§ Activity
When the word "leaves" appears in a line of the data below, list that line.

Record excerpts START

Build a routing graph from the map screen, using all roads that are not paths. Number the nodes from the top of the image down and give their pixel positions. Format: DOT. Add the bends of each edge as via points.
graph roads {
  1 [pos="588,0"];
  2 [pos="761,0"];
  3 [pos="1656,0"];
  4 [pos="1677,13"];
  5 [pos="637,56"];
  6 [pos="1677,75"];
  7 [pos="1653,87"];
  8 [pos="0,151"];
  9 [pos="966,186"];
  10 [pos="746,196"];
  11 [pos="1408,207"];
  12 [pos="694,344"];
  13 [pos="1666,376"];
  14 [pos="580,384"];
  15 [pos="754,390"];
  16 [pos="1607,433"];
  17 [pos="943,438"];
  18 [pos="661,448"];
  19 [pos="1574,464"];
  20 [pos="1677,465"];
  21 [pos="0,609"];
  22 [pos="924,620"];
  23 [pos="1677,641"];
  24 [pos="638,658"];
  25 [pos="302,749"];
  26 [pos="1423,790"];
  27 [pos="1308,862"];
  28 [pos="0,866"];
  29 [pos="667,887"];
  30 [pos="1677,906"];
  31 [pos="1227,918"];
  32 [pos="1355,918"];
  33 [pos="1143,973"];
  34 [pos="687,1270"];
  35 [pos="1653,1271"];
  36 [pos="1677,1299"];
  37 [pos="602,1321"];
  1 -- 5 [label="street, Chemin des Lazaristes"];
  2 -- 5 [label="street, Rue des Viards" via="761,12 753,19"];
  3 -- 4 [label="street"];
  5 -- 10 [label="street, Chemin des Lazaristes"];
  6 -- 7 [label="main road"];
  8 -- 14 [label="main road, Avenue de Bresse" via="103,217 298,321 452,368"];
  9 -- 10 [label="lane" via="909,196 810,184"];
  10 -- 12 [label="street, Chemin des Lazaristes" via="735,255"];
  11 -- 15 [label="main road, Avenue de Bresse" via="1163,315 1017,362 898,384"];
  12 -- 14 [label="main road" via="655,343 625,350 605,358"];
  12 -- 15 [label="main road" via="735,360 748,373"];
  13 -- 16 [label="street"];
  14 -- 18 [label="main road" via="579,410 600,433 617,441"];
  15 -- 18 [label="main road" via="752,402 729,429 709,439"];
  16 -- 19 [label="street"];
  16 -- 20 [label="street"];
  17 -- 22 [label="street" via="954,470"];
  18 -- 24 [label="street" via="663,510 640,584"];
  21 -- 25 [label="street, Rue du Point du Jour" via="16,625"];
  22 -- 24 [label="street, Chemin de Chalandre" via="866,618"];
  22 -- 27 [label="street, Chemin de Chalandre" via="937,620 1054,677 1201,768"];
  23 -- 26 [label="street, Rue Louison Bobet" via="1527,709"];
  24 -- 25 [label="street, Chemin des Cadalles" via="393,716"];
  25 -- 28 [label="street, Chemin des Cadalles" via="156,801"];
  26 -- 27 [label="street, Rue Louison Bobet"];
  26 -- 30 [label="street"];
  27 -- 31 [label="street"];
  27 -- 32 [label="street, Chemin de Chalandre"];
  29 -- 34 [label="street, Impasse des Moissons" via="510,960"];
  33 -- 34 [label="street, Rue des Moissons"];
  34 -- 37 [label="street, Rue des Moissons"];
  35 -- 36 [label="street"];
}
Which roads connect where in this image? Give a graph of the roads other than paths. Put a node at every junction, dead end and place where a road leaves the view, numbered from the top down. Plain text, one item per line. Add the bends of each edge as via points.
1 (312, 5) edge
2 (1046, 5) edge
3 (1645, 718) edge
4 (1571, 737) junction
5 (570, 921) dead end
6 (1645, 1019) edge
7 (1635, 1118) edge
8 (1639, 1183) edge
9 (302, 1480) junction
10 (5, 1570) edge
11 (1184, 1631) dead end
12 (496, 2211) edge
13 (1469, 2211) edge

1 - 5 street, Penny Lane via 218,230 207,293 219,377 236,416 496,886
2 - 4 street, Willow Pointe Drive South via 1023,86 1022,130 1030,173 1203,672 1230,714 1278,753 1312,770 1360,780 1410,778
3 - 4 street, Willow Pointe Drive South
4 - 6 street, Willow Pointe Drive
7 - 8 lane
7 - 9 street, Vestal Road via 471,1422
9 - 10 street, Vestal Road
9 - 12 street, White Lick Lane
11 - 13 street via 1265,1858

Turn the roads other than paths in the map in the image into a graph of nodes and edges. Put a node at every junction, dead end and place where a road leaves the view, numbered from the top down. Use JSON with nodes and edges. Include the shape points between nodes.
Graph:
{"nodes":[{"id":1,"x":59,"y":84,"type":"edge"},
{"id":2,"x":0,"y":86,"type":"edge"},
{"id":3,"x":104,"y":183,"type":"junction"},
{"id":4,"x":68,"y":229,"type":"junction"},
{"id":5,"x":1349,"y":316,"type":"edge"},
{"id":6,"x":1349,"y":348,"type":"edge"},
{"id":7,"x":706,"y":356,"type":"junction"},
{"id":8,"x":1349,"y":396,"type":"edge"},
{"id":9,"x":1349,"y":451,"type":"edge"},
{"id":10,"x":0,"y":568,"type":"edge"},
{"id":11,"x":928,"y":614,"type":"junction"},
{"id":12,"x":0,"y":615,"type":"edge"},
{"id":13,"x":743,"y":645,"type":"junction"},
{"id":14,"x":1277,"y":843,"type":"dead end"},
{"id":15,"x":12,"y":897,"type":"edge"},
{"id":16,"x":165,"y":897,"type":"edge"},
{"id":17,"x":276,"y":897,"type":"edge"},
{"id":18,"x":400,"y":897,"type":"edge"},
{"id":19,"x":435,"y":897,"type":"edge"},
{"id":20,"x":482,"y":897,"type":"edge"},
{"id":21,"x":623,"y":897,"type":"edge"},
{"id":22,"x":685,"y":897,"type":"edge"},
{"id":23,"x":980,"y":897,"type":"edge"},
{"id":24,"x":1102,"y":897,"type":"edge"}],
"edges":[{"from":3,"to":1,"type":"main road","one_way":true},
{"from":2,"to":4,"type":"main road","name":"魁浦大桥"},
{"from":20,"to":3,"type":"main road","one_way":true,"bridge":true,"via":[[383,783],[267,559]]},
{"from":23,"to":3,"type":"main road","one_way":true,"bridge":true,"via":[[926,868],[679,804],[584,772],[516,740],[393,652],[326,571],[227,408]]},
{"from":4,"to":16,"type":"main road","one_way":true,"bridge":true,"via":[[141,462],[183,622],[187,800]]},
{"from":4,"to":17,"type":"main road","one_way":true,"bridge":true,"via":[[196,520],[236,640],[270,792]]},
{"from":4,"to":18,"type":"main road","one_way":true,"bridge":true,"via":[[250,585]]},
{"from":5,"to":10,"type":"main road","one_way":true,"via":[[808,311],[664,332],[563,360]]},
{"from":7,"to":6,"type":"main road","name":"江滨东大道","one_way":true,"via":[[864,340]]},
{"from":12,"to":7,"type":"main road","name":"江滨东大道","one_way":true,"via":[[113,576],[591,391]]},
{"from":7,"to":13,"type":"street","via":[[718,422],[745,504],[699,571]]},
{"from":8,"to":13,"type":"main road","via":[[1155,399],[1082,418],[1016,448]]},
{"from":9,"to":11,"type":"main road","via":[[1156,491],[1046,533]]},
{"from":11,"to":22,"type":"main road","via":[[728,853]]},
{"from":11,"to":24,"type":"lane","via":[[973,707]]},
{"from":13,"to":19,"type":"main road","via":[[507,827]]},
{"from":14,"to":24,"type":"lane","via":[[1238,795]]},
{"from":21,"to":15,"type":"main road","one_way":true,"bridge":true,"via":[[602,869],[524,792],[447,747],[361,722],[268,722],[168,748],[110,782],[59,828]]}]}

Record excerpts END

§ Completed exercise
Which roads connect where in this image? Give a graph of the roads other than paths. Put a node at every junction, dead end and place where a road leaves the view, numbered from the top down. Plain text, one item per line. Add the bends of each edge as via points.
Turn the roads other than paths in the map in the image into a graph of nodes and edges. Put a node at every junction, dead end and place where a road leaves the view, numbered from the top down. Use JSON with nodes and edges. Include the shape points between nodes.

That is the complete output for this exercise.